Joining V$PQ_TQSTAT to PLAN_TABLE output

When optimizing parallel execution, we have a couple oof sources of information, perhaps most importantly:

The parallel execution plan as revealed by EXPLAIN PLAN and DBMS_XPLAN
The data flows between each set of parallel processes as revealed by V$PQ_TQSTAT

The execution plan allows us to identify any serial bottlenecks in an otherwise parallelized plan, usually revealed by PARALLEL_FROM_SERIAL or S->P values in either the OTHER_TAG of the PLAN_TABLE or in the IN-OUT column of DBMS_XPLAN.

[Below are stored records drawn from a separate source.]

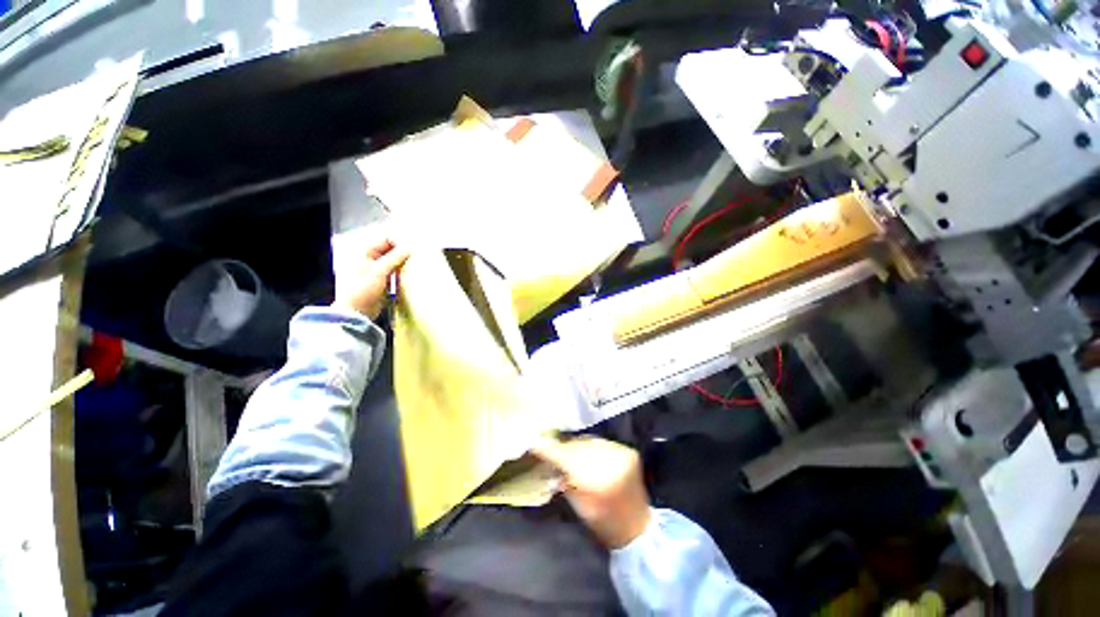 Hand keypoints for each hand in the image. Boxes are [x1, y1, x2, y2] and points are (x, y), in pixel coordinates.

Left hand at [333, 227, 410, 319]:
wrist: (357, 311)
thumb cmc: (363, 288)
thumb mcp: (380, 270)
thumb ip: (395, 257)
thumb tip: (410, 248)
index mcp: (365, 251)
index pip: (387, 239)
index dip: (400, 243)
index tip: (412, 250)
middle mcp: (370, 258)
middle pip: (391, 249)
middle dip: (403, 253)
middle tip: (416, 258)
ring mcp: (376, 269)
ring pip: (394, 261)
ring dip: (404, 263)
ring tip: (415, 267)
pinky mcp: (382, 280)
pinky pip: (395, 271)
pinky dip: (402, 272)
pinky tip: (409, 275)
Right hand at [532, 436, 651, 548]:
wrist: (636, 528)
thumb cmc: (602, 522)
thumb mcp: (577, 504)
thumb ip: (562, 478)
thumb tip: (547, 456)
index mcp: (596, 481)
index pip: (566, 456)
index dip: (549, 448)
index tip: (534, 442)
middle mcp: (610, 461)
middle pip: (578, 445)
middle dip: (563, 446)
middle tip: (551, 447)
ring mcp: (621, 453)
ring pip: (589, 440)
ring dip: (578, 444)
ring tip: (570, 451)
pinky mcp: (628, 450)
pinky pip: (602, 442)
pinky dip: (592, 446)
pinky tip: (587, 453) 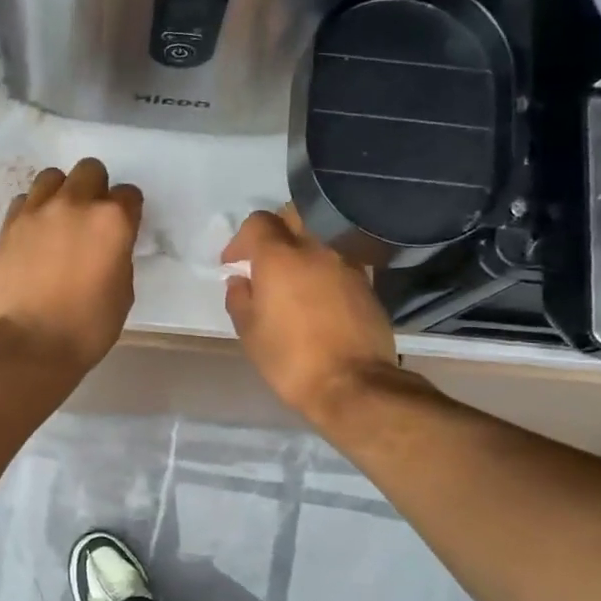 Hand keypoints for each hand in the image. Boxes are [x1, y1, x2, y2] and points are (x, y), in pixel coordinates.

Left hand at [0, 159, 143, 374]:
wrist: (31, 343)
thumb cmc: (88, 326)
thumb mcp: (123, 292)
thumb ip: (119, 255)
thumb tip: (108, 245)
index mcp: (112, 221)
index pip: (129, 195)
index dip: (128, 212)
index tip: (122, 230)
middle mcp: (75, 203)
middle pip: (90, 171)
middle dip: (96, 190)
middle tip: (90, 220)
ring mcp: (37, 210)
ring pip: (53, 177)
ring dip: (62, 193)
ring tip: (59, 221)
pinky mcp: (9, 224)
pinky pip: (24, 200)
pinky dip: (33, 210)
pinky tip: (35, 235)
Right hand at [222, 207, 399, 424]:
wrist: (353, 384)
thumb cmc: (290, 360)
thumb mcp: (250, 333)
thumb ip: (239, 299)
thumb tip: (240, 281)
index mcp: (280, 257)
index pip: (258, 222)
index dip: (240, 239)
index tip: (233, 263)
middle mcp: (316, 248)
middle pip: (294, 215)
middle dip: (275, 229)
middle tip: (264, 257)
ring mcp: (347, 263)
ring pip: (321, 236)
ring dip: (303, 248)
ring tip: (293, 278)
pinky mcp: (367, 282)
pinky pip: (339, 260)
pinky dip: (324, 267)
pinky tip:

V$PQ_TQSTAT shows us the number of rows sent between each sets of parallel slaves. This helps determine if the work is being evenly divided between parallel slaves. Skew in the data can result in some slaves being over worked while others are underutilized. The result is that the query doesn’t scale well as parallel slaves are added.

Unfortunately, V$PQ_TQSTAT output is only visible from within the session which issued the parallel query and only for the most recent query executed. This limits its usefulness in a production environment, but it is still invaluable when tuning parallel queries.
It’s quite hard to correlate the output of DBMS_XPLAN and V$TQ_STAT so I wrote a script that tries to merge the output of both. It generates a plan for the last SQL executed by the session, and then joins that to the V$PQ_TQSTAT data. This is a little tricky, but I think the resulting script will generate useful output in a reasonably wide range of scenarios.

You can get the scrip here: tq_plan.sql. Your session will need access to the V$SQL_PLAN, V$SESSION and V$PQ_TQSTAT views.

Here’s some example output:

For each P->P, S->P or P->S step, the script shows the degree of parallelism employed ("Dop"), and the maximum and minimum rows processed by slaves. "Out Rows" represents the rows pushed from the first set of slaves, “In Rows” represents the number received by the next step. The highlighted portions of the above output reveal that this query is not parallelizing well: some slaves are processing 2 million rows, while others are processing none at all.

The reason this plan parallelizes so badly is that the PROMO_ID is such a skewed column. Almost all the PROMO_IDs are 999 ("No promotion") and so parallelizing the ORDER_BY PROMO_ID is doomed:

When we parallelize an ORDER BY, we allocate rows for various value ranges of the ORDER BY column to specific slaves. For instance, in this diagram we see a parallelized ORDER BY on customer name; surnames from A-K are sent to one slave for sorting and surnames from L-Z sent to the other:

(This diagram is from Chapter 13 of Oracle Performance Survival Guide - ETA October 2009)

That approach works unless the rows are very skewed such as in our example - all 2 million of the "no promotion" rows go to a single slave which has to do virtually all of the work.

Anyway, the v$pq_tqstat view, despite it's limitations, is the best way to analyze this sort of skew. By linking the V$PQ_TQSTAT output to specific plan steps, hopefully my script will help you understand it's output.